Empresários e autônomos estão preocupados com as contas e não têm de onde retirar os dividendos. Um amigo advogado que vive de audiências – pautista – disse que não sabe mais o que fazer e transferiu-se com a família para a casa dos pais. Governos – Federal, Estadual e Municipal – não têm dinheiro para pagar os servidores, inclusive já anunciaram publicamente o parcelamento salarial. Os colégios parados trazem aos alunos intranquilidade. “E o aluno não saiu para estudar //Pois sabia o professor também não tava lá”.

O que nos preocupa é o aumento da violência. A simetria está posta, pois os que não têm ou perderam os ganhos procuram outro meio em busca do alimento. Conversando com o delegado Everton Santos, titular da 1a. DM, este demonstrou-se preocupado com os eventos futuros, principalmente pelo fato de que sua delegacia abriga mais de 40 presos confinados em quatro pequenas selas. “Estou fazendo rodízio em quarto de hora para evitar a contaminação destes presos”, desabafou o delegado. Só nos resta ter fé neste instante e rezar. “O comandante não saiu para o quartel //Pois sabia que o soldado também não tava lá”. Deus nos proteja!

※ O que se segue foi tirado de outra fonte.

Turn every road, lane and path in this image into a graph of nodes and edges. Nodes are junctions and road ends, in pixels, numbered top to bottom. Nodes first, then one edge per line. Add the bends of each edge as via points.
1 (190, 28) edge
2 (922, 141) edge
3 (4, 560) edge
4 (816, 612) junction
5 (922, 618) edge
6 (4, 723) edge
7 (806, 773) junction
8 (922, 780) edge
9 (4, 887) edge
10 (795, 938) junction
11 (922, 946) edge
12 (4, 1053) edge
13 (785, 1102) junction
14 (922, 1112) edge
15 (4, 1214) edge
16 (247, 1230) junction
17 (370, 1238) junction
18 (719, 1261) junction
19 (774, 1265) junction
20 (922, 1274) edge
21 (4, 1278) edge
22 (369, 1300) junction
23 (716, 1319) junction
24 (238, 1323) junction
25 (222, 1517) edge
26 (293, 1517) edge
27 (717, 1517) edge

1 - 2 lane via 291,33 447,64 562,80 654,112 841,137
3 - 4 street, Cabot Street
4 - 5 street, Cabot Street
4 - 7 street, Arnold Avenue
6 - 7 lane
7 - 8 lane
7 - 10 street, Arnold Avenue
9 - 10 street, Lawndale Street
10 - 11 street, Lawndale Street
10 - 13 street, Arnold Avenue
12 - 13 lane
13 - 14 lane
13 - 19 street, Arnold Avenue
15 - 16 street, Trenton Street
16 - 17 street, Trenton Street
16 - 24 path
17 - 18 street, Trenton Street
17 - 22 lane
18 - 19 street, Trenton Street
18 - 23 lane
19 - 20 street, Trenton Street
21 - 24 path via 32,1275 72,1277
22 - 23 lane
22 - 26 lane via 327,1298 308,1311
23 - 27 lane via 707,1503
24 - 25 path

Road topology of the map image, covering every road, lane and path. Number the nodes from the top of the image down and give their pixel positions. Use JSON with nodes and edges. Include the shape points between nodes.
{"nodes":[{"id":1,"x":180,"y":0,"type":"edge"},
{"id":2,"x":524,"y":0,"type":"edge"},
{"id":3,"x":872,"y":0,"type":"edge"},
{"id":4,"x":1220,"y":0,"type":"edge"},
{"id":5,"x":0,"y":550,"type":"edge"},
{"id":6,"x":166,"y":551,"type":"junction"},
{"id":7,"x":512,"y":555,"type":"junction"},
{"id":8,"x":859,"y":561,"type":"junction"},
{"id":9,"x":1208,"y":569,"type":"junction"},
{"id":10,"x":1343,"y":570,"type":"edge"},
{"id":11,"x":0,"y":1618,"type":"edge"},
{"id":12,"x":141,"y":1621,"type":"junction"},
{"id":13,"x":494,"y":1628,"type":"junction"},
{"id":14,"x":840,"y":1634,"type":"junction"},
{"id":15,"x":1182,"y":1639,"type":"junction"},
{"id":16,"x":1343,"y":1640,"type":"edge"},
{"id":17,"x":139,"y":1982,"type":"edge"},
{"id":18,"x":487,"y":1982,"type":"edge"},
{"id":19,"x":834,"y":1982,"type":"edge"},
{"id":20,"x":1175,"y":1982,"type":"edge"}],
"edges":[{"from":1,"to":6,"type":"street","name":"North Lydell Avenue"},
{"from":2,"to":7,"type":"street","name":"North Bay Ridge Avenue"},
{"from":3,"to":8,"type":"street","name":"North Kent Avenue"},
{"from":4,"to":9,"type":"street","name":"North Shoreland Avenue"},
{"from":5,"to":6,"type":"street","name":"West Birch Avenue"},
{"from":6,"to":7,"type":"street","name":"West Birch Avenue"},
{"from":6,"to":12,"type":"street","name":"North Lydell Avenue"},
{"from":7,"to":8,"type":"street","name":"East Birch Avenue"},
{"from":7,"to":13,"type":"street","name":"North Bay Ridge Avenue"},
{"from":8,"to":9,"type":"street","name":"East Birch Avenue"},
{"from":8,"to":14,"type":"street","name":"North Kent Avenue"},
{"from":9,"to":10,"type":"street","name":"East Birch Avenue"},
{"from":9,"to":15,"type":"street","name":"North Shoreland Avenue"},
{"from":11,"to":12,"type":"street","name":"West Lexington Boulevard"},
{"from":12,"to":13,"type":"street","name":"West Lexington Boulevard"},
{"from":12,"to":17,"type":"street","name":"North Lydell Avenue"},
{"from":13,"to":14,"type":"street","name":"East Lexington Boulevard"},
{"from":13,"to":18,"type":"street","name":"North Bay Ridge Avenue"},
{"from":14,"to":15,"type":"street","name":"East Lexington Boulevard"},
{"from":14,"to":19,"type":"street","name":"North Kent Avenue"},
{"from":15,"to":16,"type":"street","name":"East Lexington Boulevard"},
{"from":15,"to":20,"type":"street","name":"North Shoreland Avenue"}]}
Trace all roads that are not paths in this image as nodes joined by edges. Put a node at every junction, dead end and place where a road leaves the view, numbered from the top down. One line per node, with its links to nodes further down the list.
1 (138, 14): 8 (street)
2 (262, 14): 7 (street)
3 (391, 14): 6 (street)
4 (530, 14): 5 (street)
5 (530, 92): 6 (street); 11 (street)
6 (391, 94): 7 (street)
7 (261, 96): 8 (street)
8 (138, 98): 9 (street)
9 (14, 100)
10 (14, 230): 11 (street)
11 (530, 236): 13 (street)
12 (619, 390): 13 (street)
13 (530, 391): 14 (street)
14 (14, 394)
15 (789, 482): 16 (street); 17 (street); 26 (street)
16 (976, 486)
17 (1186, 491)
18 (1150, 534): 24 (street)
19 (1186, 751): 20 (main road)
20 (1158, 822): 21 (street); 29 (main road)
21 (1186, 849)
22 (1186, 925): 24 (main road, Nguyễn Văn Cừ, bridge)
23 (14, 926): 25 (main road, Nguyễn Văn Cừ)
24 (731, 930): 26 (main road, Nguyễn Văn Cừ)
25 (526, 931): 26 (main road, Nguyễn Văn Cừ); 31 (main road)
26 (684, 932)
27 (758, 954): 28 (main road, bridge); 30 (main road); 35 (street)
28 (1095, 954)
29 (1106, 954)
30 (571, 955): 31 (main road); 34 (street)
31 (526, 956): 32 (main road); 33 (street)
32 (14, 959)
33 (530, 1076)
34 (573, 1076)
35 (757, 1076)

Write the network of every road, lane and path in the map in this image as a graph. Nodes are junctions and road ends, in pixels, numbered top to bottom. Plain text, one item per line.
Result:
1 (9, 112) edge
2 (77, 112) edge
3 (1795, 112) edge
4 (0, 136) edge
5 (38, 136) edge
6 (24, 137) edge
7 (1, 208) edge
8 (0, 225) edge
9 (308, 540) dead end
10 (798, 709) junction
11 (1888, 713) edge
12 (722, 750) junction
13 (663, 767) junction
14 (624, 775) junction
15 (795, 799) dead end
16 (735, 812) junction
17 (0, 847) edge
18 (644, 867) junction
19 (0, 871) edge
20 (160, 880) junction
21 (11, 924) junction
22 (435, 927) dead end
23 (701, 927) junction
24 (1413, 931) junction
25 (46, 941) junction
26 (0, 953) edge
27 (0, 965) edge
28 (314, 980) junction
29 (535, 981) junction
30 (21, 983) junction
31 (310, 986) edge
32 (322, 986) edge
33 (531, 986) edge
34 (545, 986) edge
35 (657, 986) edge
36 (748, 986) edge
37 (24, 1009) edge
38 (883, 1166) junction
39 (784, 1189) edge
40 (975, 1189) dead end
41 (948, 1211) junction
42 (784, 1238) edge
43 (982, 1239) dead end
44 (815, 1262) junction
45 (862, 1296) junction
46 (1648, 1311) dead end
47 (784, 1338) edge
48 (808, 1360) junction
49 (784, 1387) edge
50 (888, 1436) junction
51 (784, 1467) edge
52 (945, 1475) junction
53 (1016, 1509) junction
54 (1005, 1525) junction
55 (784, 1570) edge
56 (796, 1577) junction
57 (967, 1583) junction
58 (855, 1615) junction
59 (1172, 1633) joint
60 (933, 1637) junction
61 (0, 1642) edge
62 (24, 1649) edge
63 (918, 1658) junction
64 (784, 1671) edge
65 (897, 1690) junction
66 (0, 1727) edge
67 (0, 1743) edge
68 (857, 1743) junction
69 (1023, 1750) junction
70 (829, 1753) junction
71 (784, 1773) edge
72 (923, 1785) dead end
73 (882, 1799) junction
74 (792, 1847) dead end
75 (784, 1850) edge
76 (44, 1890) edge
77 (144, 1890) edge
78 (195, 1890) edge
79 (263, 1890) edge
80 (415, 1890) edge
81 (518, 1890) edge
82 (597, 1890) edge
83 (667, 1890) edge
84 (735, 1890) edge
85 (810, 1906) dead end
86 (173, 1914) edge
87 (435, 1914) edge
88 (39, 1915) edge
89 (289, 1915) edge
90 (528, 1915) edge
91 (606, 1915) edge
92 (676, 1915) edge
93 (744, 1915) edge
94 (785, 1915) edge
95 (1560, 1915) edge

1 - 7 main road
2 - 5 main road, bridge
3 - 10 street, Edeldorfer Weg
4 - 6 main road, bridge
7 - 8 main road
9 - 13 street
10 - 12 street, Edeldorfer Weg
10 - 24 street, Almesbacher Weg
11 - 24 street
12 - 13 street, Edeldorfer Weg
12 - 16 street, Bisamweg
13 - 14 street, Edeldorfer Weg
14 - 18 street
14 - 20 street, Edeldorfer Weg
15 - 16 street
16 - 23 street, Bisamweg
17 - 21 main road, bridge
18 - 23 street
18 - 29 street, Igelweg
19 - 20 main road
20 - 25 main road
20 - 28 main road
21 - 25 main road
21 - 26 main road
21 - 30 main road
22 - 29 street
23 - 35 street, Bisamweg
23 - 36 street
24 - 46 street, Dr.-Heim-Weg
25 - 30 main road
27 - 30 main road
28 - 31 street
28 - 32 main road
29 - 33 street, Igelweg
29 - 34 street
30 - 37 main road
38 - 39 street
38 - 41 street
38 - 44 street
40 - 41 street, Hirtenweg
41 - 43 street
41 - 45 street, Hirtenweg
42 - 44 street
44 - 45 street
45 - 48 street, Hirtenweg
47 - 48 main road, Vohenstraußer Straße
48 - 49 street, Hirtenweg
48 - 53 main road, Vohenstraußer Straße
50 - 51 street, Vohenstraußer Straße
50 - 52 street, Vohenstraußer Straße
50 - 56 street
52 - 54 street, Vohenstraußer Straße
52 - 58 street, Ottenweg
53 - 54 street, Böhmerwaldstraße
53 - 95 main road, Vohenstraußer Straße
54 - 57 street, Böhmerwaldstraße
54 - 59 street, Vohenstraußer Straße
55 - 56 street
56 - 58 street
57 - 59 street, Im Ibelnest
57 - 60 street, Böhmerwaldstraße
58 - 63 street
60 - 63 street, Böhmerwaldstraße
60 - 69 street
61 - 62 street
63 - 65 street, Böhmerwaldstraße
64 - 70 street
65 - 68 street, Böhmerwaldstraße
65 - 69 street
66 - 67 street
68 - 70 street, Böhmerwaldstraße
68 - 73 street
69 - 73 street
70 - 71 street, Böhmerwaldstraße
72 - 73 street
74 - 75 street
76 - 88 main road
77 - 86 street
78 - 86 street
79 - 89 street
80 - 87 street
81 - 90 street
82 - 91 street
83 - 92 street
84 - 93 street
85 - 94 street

(*) Fausto Leite é advogado, jornalista e professor, pós-graduado em Metodologia da Ciência, Direito Eleitoral, Direito Ambiental, Direito Processual Civil, Mestrando em Direitos Humanos, Mestre em Ciência Políticas e Governação Pública e Doutorando em Direito Constitucional. E-mail: faustoleite@infonet.com.br. Fone: 79 9.9838-8338.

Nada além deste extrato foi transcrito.